*Data supplied*
- - -

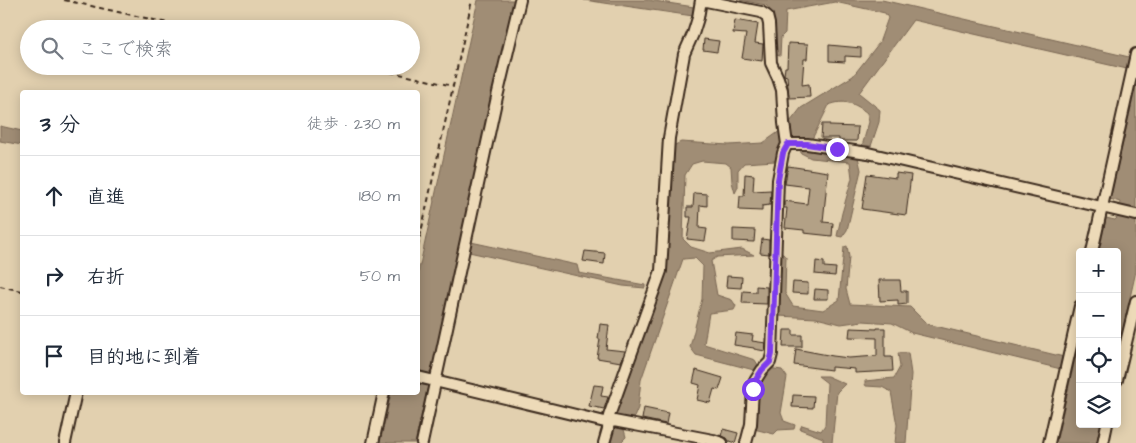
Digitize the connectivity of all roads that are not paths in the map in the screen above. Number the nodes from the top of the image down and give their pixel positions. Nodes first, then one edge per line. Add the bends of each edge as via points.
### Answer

- - -

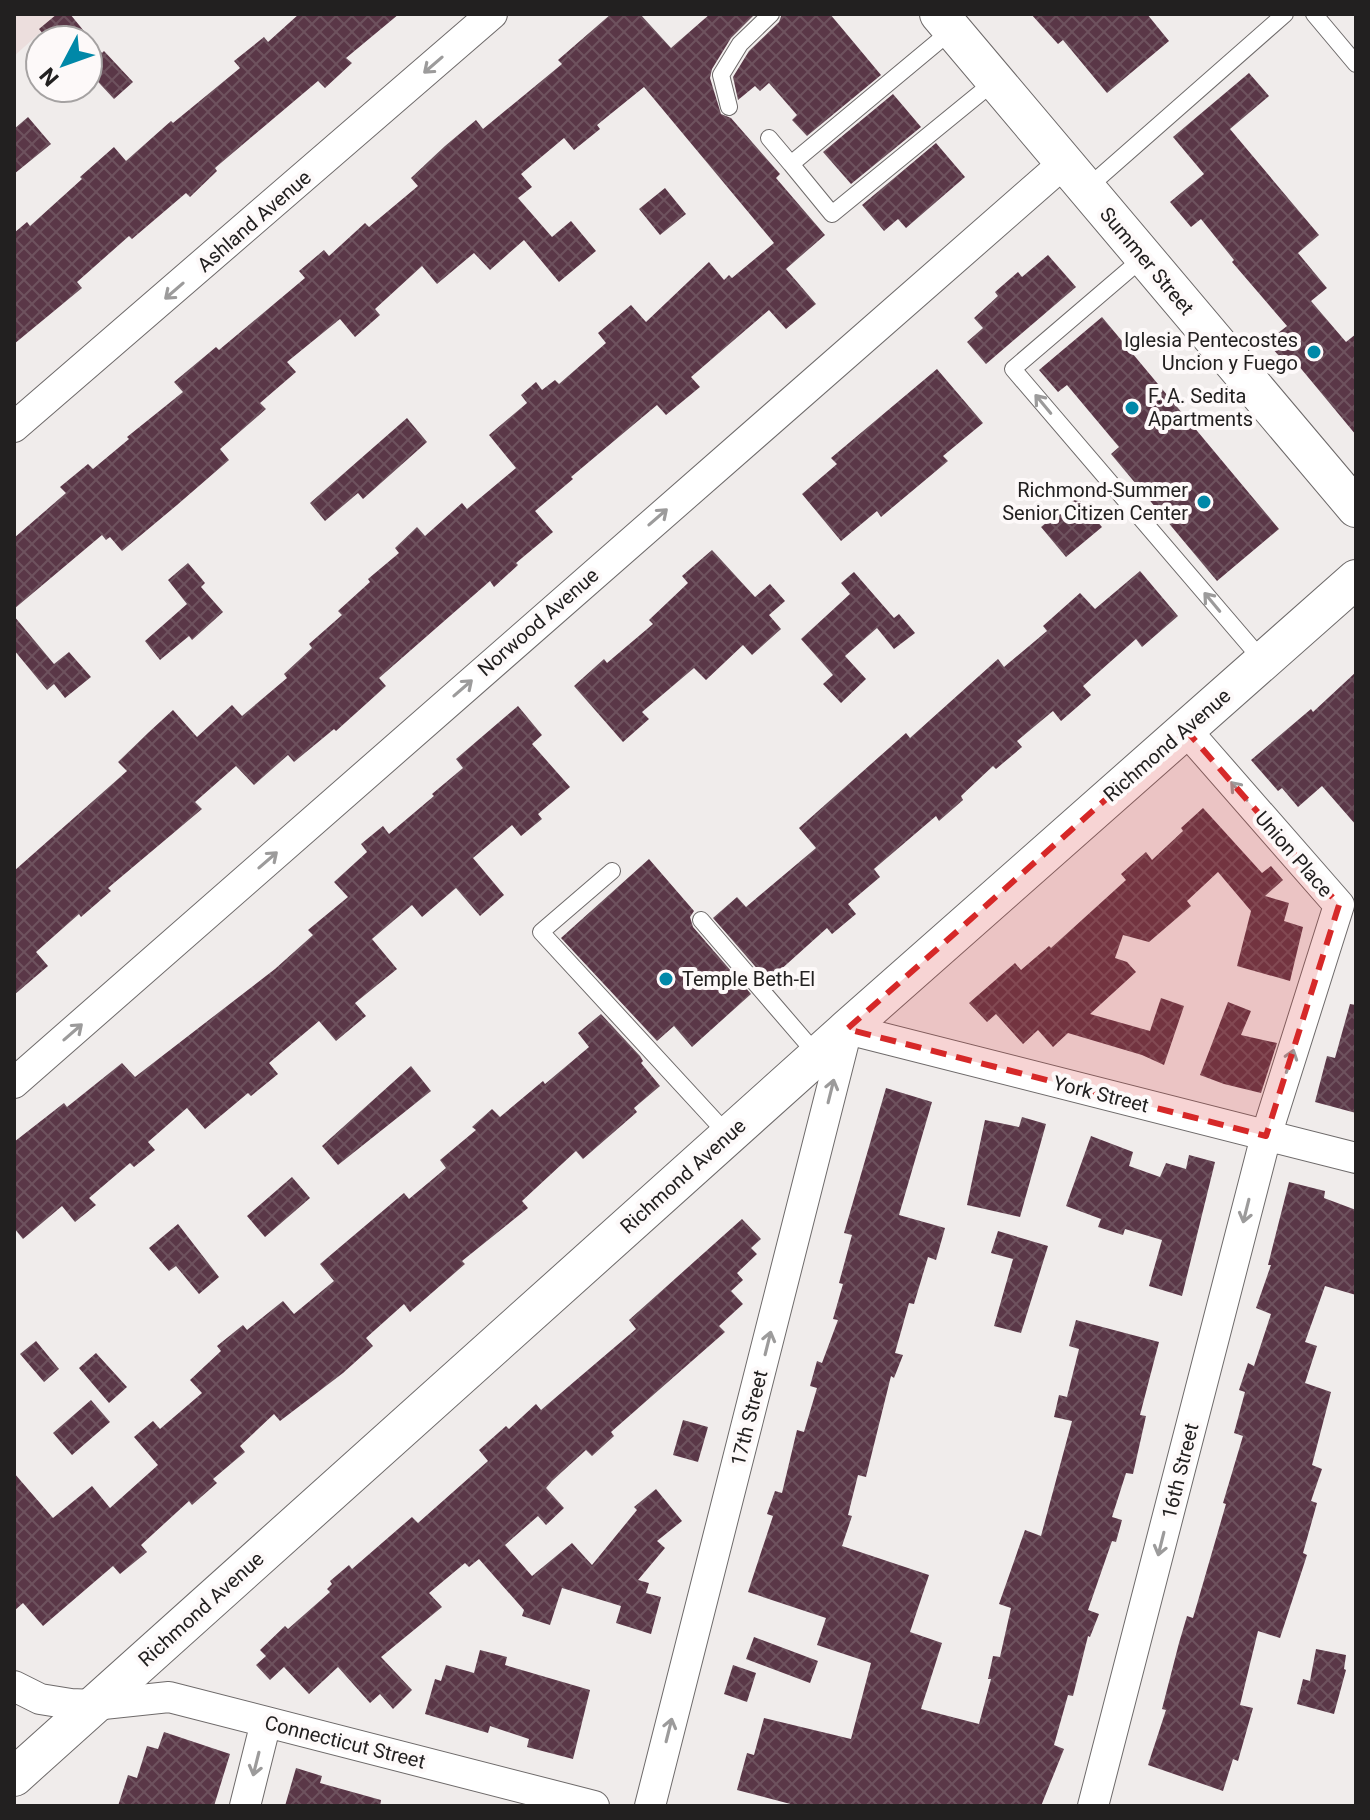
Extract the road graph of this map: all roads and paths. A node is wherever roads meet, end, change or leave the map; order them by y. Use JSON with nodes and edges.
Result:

- - -

*Work item*
Collect the lines of the records that include the string "paths".

*Exercise output*
Digitize the connectivity of all roads that are not paths in the map in the screen above. Number the nodes from the top of the image down and give their pixel positions. Nodes first, then one edge per line. Add the bends of each edge as via points.
Extract the road graph of this map: all roads and paths. A node is wherever roads meet, end, change or leave the map; order them by y. Use JSON with nodes and edges.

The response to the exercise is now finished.